Have all the binaries installed normally in /usr/bin with a postfix, for example my-binary-rust-1.27 and a my-binarysymlink to it. But this could stand to a quit messy situation. Why not have a bin directory in /usr/lib/rust_${version}? Let’s try this solution.

Because ${version} has to be configured for each implementation we know were to touch:

rust_export() {
    [...]
	if [ ${#MULTIBUILD_VARIANTS[*]} -gt 1 ]; then
		export RUST_ROOT="/usr/$(get_libdir)/$(ls /usr/$(get_libdir) | grep ${impl/rustc/rust})"
	else
		export RUST_ROOT="/usr"
	fi

}

and finally.

cargo_install() {
	cargo install -j $(makeopts_jobs) --root="${D}${RUST_ROOT}" \
		$(usex debug --debug "") \
		|| die "cargo install failed"
	rm -f "${D}${RUST_ROOT}.crates.toml"
}

Enforce the work done

Usually if a project is build with multiple target is because has runtime linking dependency to rustc libraries like libsyntax so is important that if my-project-binary is called in that moment there is a proper library path configured. This is done correctly via eselect-rust module.

gentoo-test ~ # grep LDPATH /etc/env.d/50rust-*
/etc/env.d/50rust-1.26.2:LDPATH="/usr/lib64/rust-1.26.2"
/etc/env.d/50rust-1.27.1:LDPATH="/usr/lib64/rust-1.27.1"
/etc/env.d/50rust-9999:LDPATH="/usr/lib64/rust-9999"

Or can be overridden at runtime with LD_LIBRARY_PATH:

LD_LIBRARY_PATH=/usr/lib64/rust-1.26.2 rustfmt

Furthermore the same system is used by eselect-rust to handle rust versions, can we use the same system without reinventing the wheel? A clear solution is to have a *binaries-${target} file in /etc/env.d/rust for every project that have multiple variants compiled.

The eselect-rust patch is quite simple and I will not describe the code in details. Can be found here.

But let’s look at the last fix that we have to bring to the cargo.eclass.

cargo_install() {
    [...]

	if [ ${#MULTIBUILD_VARIANTS[*]} -gt 1 ]; then
		env_file="${PN}-binaries-$(basename ${RUST_ROOT})"

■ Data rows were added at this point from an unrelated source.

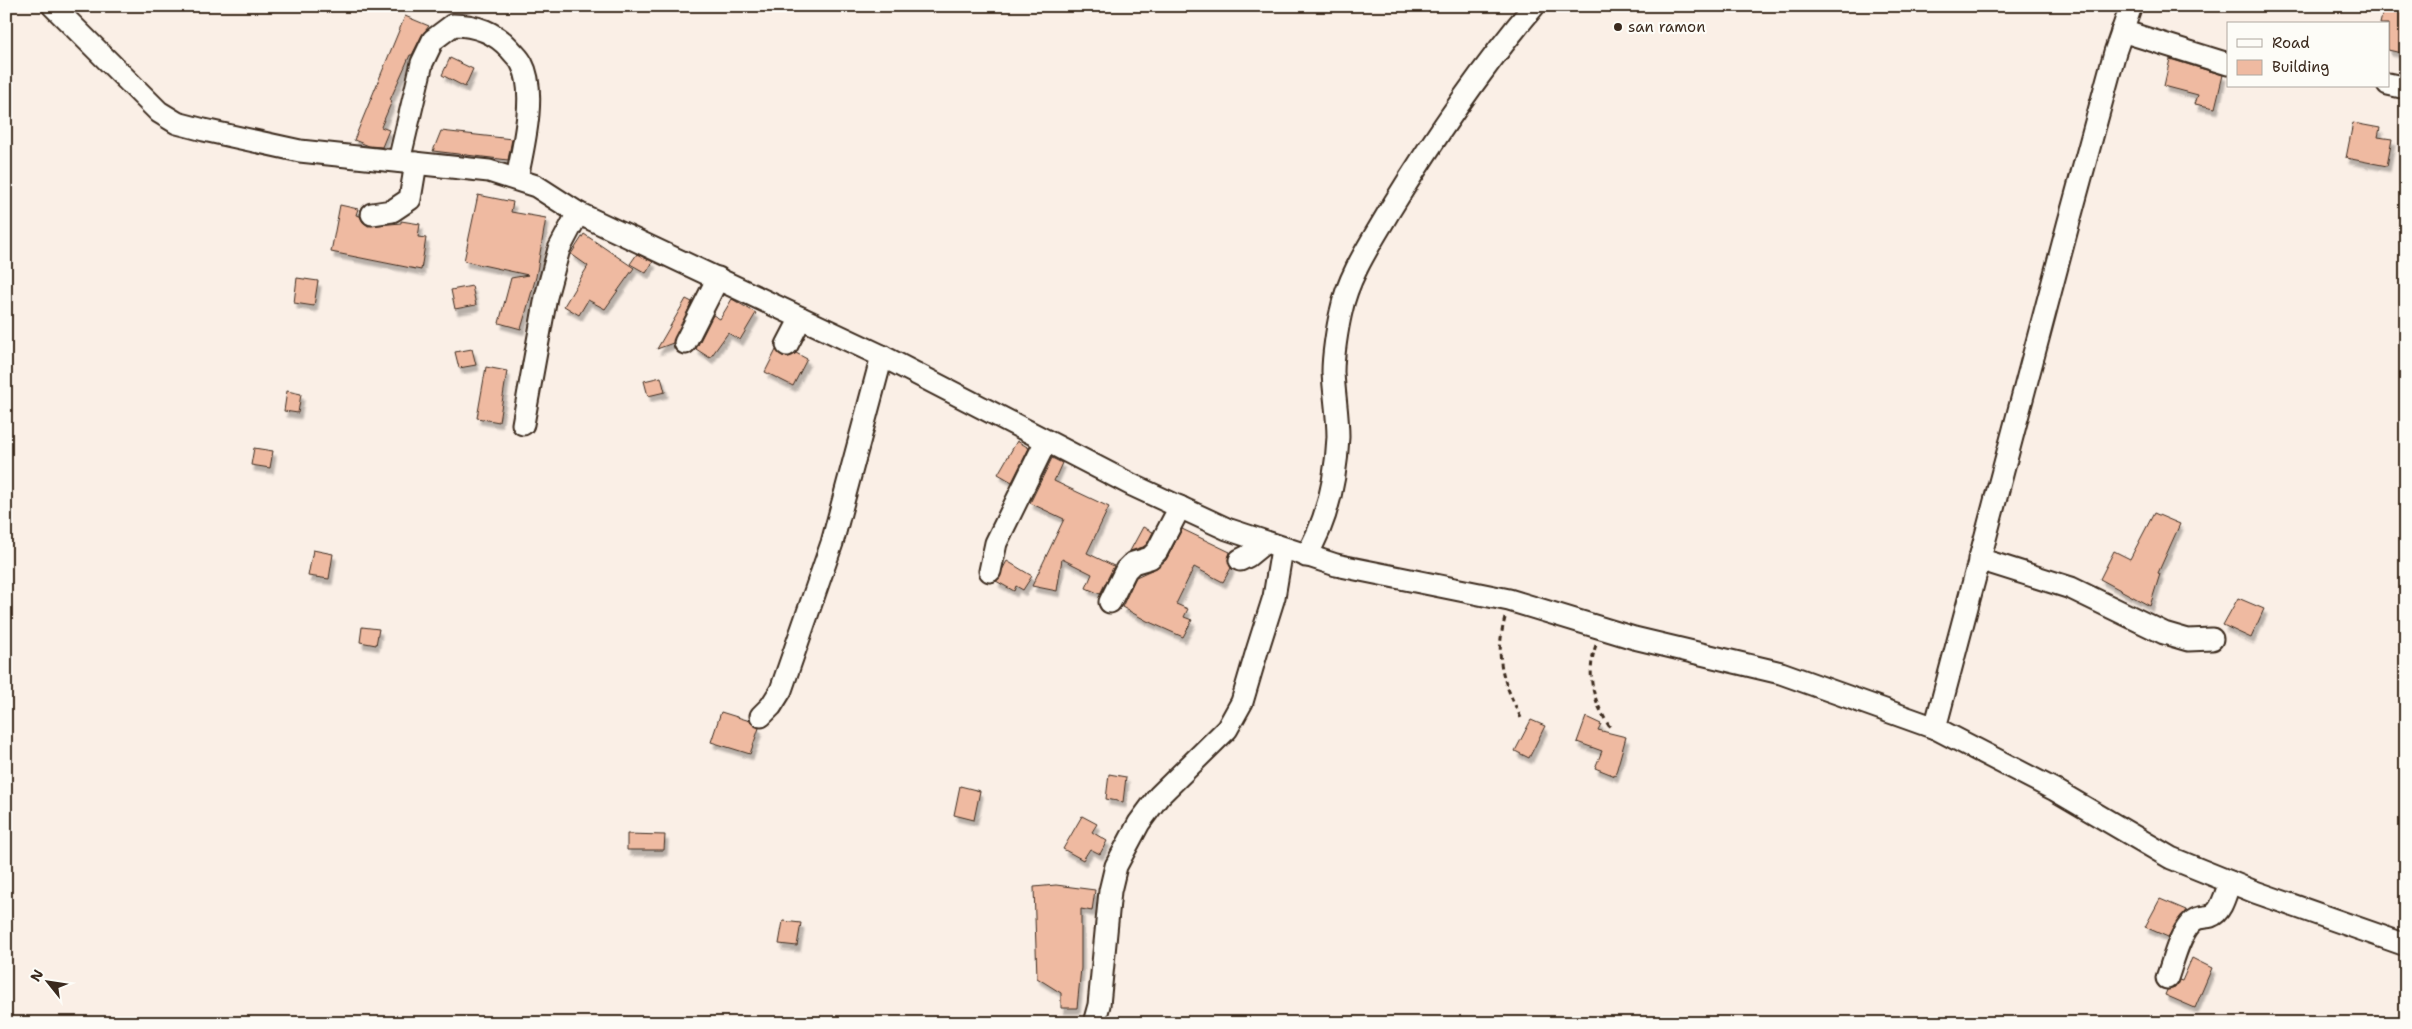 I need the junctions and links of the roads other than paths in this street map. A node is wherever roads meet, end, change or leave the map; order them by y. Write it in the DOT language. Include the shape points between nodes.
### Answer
graph roads {
  1 [pos="53,6"];
  2 [pos="1534,6"];
  3 [pos="2131,6"];
  4 [pos="2122,31"];
  5 [pos="2227,64"];
  6 [pos="2390,84"];
  7 [pos="2406,88"];
  8 [pos="408,162"];
  9 [pos="517,178"];
  10 [pos="578,213"];
  11 [pos="372,214"];
  12 [pos="718,278"];
  13 [pos="801,318"];
  14 [pos="684,343"];
  15 [pos="787,345"];
  16 [pos="882,356"];
  17 [pos="523,424"];
  18 [pos="1046,441"];
  19 [pos="1180,507"];
  20 [pos="1273,546"];
  21 [pos="1306,556"];
  22 [pos="1979,559"];
  23 [pos="1240,560"];
  24 [pos="990,571"];
  25 [pos="1110,602"];
  26 [pos="2212,639"];
  27 [pos="760,716"];
  28 [pos="1935,728"];
  29 [pos="2230,882"];
  30 [pos="2406,945"];
  31 [pos="2167,978"];
  32 [pos="1094,1023"];
  1 -- 8 [label="street" via="159,112 178,123 300,151"];
  2 -- 21 [label="street" via="1500,46 1436,134 1352,280 1341,311 1333,369 1338,436 1330,496 1318,536"];
  3 -- 4 [label="street"];
  4 -- 5 [label="street"];
  4 -- 22 [label="street"];
  6 -- 7 [label="street"];
  8 -- 9 [label="street" via="489,171"];
  8 -- 9 [label="street" via="422,62 433,40 452,25 472,25 500,38 522,64 529,96"];
  8 -- 11 [label="street" via="410,199 392,211"];
  9 -- 10 [label="street" via="536,186"];
  10 -- 12 [label="street"];
  10 -- 17 [label="street" via="559,249 546,297"];
  12 -- 13 [label="street"];
  12 -- 14 [label="street"];
  13 -- 15 [label="street"];
  13 -- 16 [label="street"];
  16 -- 18 [label="street"];
  16 -- 27 [label="street" via="832,543 781,690"];
  18 -- 19 [label="street"];
  18 -- 24 [label="street" via="996,543"];
  19 -- 20 [label="street"];
  19 -- 25 [label="street" via="1157,551 1150,558 1133,562"];
  20 -- 21 [label="street"];
  20 -- 23 [label="street"];
  20 -- 32 [label="street" via="1274,597 1242,702 1228,729 1159,796 1139,823 1116,866"];
  21 -- 28 [label="street" via="1509,600 1634,638 1781,673"];
  22 -- 26 [label="street" via="2072,588 2164,633 2188,640"];
  22 -- 28 [label="street"];
  28 -- 29 [label="street" via="2055,790 2171,858"];
  29 -- 30 [label="street"];
  29 -- 31 [label="street" via="2213,916 2200,917 2185,931"];
}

		for binary in ${D}${RUST_ROOT}/bin/*; do
			echo /usr/bin/$(basename $binary) >> "${T}/${env_file}"
		done

		dodir /etc/env.d/rust
		insinto /etc/env.d/rust
		doins "${T}/${env_file}"
	fi
}

Conclusion

This work has been realized as part of my Google summer of code project, required some time to investigate also alternative solutions that I decided to drop during the time.

The code can find at this pull request.